Section B Description:Increasing substrate concentration does not affect rate. Rate stays constant.
Explanation:All the enzyme molecules present are forming enzyme/substrate complexes as fast as possible.At any one time all active sites are occupied.The rate of reaction is the maximum possible for the fixed enzyme concentration.
Competitive & Non- Competitive inhibitors
Inhibitor- Any substance or molecule that slows down the rate of an enzyme controlled reaction by affecting the enzyme molecule in some way.
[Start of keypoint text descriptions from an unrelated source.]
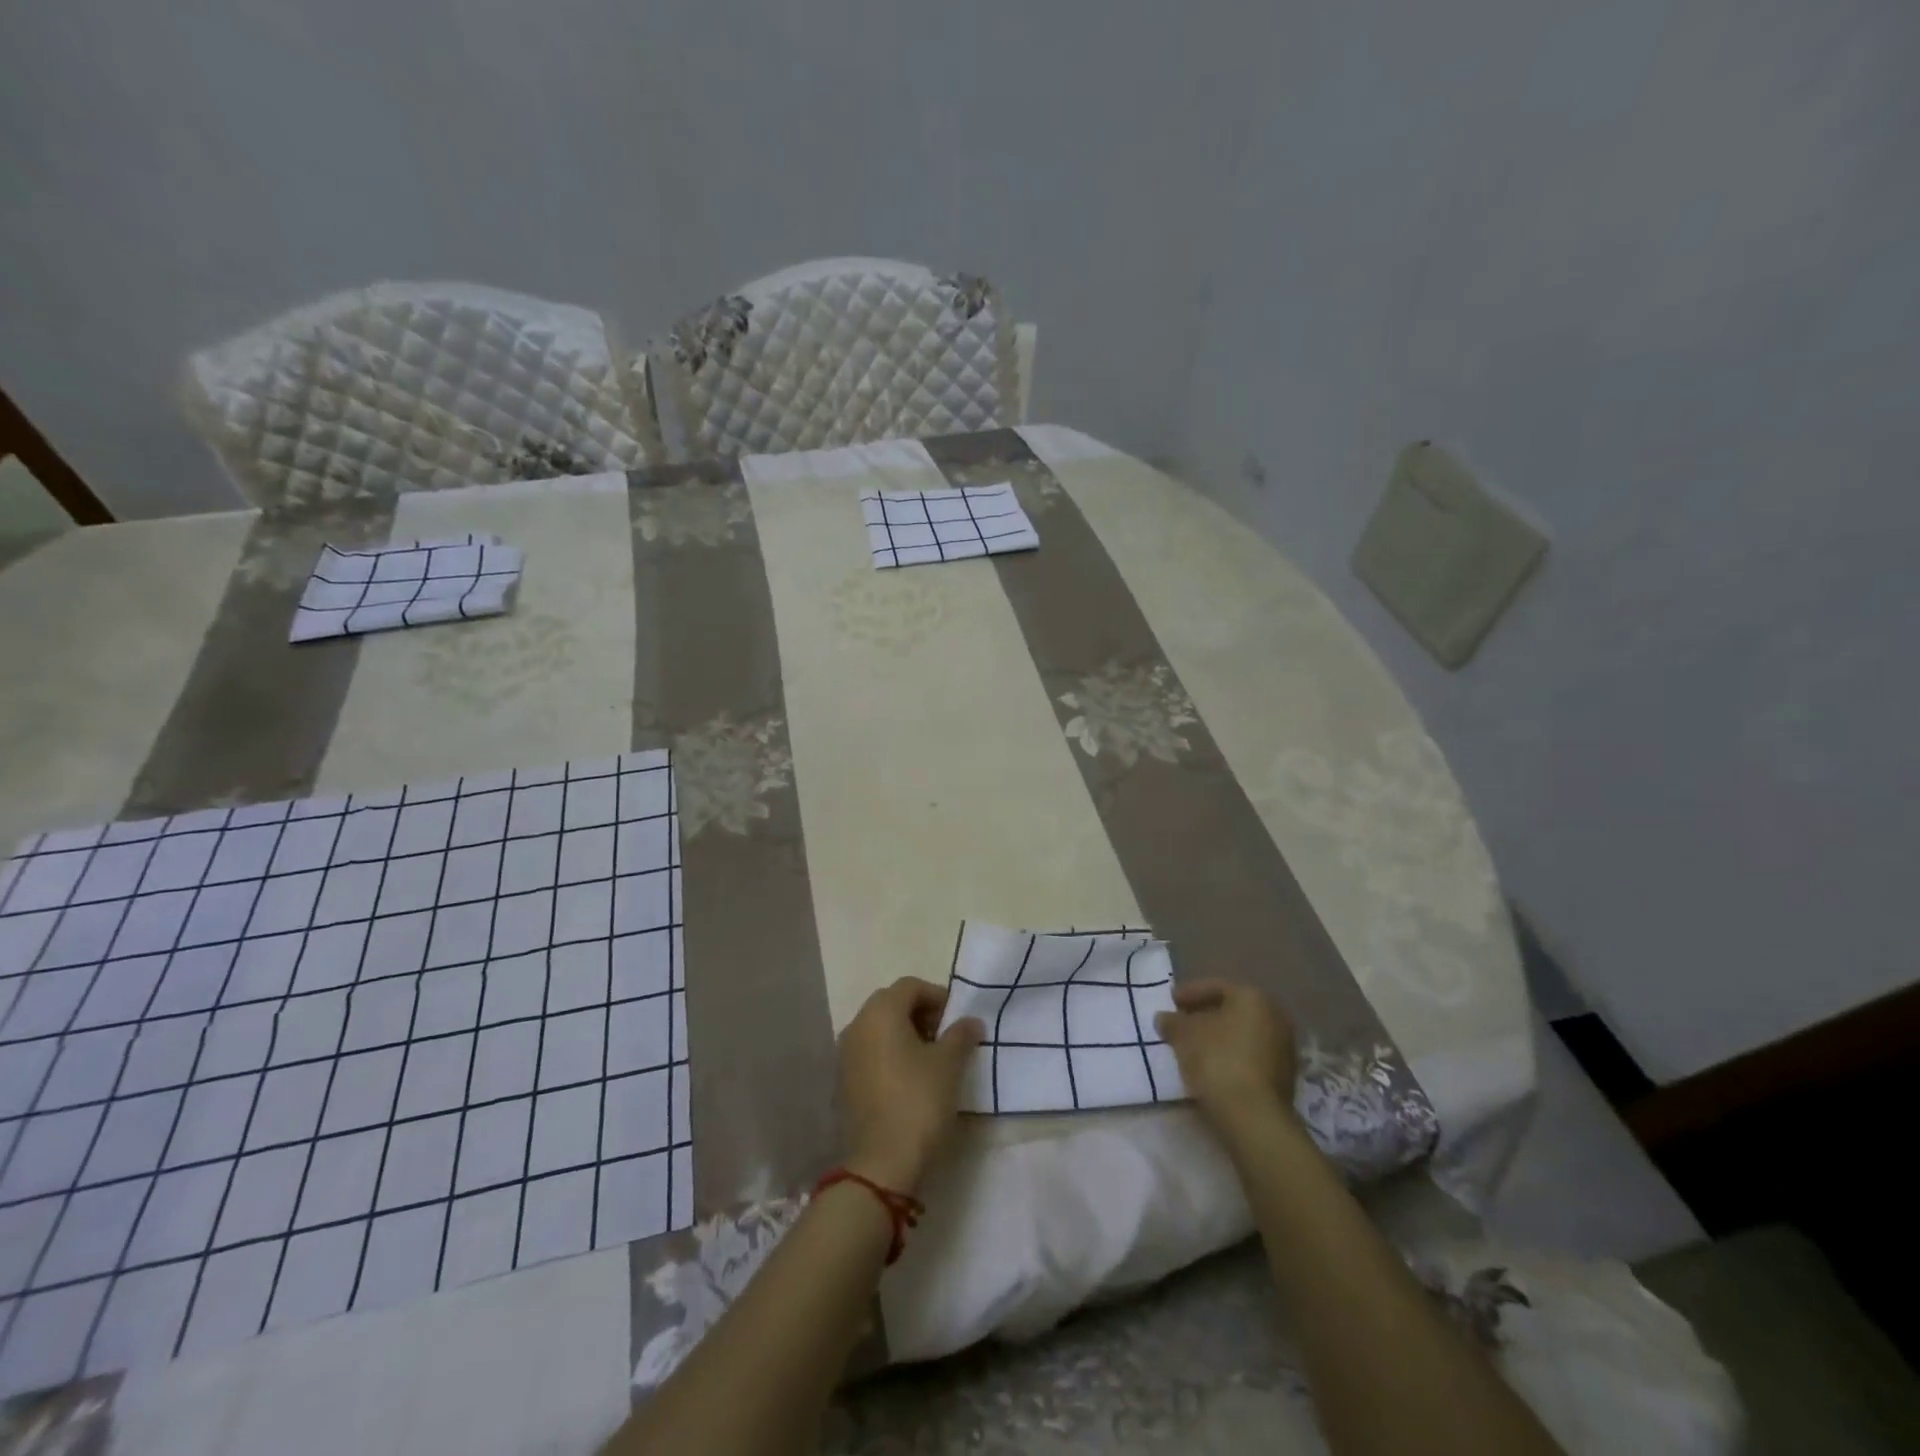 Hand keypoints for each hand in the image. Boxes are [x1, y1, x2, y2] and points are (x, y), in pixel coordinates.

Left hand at [837, 977, 982, 1192]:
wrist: (881, 1163)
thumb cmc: (918, 1101)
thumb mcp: (949, 1064)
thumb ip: (961, 1035)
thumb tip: (970, 1021)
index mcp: (880, 1012)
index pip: (911, 986)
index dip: (938, 996)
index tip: (959, 1019)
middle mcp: (857, 1025)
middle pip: (892, 1004)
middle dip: (921, 1014)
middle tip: (947, 1036)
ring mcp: (845, 1054)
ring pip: (879, 1029)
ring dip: (906, 1034)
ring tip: (932, 1059)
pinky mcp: (843, 1081)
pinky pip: (870, 1052)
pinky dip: (890, 1054)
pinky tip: (910, 1079)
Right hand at [1155, 979, 1298, 1130]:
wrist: (1253, 1115)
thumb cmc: (1217, 1060)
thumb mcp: (1183, 1035)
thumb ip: (1172, 1022)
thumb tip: (1165, 1018)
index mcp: (1252, 997)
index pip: (1216, 987)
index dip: (1189, 993)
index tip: (1171, 1001)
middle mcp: (1275, 1016)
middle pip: (1232, 1010)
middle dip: (1205, 1015)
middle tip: (1181, 1023)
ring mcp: (1284, 1048)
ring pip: (1243, 1034)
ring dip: (1219, 1037)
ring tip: (1193, 1047)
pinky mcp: (1285, 1077)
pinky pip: (1251, 1056)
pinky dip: (1232, 1056)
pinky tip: (1212, 1067)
Effect of competitve inhibitor on rate of reaction-
- rate decreases
- inhibitor and substrate have similar shape / structure
- both will fit into the enzymes active site as both have complementary shape to active site
- substrate molecule is blocked from entering active site
- fewer enzyme/substrate complexes form
Effect of non- competitive inhibitor on rate of reaction
- rate decreases
- fits into allosteric site / a place other than active site
- active site changes
- substrate no longer fits / complementary to active site
- enzyme/substrate complex does not form
Drugs and Metabollic poisons
Penicillin- Inhibits a bacterial enzyme responsible for forming the cell’s peptidoglycan cell wall. Bacteria exposed to Penicillin have incomplete and weak cell walls; in solutions of high water potential the cells lyse and die.
Digitalis- A chemical originally extracted from the plant Foxglove, it is now used to treat irregular heart beats. Digitalis is a Non-Competitive inhibitor which binds to an enzyme involved in restricting cardiac muscle contraction.
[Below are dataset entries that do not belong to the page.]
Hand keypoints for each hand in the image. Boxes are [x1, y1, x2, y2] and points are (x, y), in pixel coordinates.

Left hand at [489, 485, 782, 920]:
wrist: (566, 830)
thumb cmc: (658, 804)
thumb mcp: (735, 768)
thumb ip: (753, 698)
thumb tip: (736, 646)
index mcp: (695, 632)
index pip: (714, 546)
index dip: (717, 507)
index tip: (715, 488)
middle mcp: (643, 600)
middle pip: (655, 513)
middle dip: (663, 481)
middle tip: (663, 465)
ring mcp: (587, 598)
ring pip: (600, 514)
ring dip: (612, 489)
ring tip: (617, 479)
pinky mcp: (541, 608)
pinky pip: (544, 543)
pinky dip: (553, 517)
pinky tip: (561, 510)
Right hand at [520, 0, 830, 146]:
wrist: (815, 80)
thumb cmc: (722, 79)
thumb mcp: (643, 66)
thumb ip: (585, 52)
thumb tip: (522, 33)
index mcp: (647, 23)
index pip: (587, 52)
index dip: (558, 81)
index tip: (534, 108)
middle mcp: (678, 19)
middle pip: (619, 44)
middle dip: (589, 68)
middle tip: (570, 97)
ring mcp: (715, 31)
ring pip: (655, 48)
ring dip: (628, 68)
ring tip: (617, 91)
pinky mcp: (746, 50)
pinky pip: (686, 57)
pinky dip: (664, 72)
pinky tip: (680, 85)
Alpha- amanitin- A chemical found in the extremely toxic Death Cap Mushroom. It acts as a Non-Competitive Inhibitor for the enzymes DNA Polymerase and RNA Polymerase, involved in DNA replication and Transcription. In the presence of the inhibitor the cells are unable to make proteins and therefore quickly die.
Cofactor- Any substance that must be present to ensure enzyme-controlled reactions take place at the appropriate rate. Some cofactors are a part of the enzyme (prosthetic groups); others affect the enzyme on a temporary basis (coenzymes and inorganic ion cofactors).
Many enzymes consist of a protein and a non-protein (called a cofactor). These enzymes need a cofactor in order to function. Cofactors may be:
- charged metal ions (activators), which temporarily bind to the active site of the enzyme,
- organic molecules, usually vitamins or made from vitamins (coenzymes), which are not permanently bound to the enzyme molecule, but combine with the enzyme-substrate complex temporarily.
Chloride ions (activator) -Amylase enzymes must contain a Cl - to adopt their functional shape, allowing the enzyme to hydrolyse Amylose to Maltose.
Calcium ions (activator)- Thrombin enzymes are responsible for blood clotting. The enzyme must contain a Ca2+ to change soluble fibrinogen proteins into insoluble fibrous fibrin proteins to form an effective clot.
Coenzyme A (coenzyme)- In respiration the substrate Pyruvate is broken down to Acetyl. Acetyl is very unstable and reactive, so Co-enzyme A helps remove it from the enzyme’s active site in a stable manner.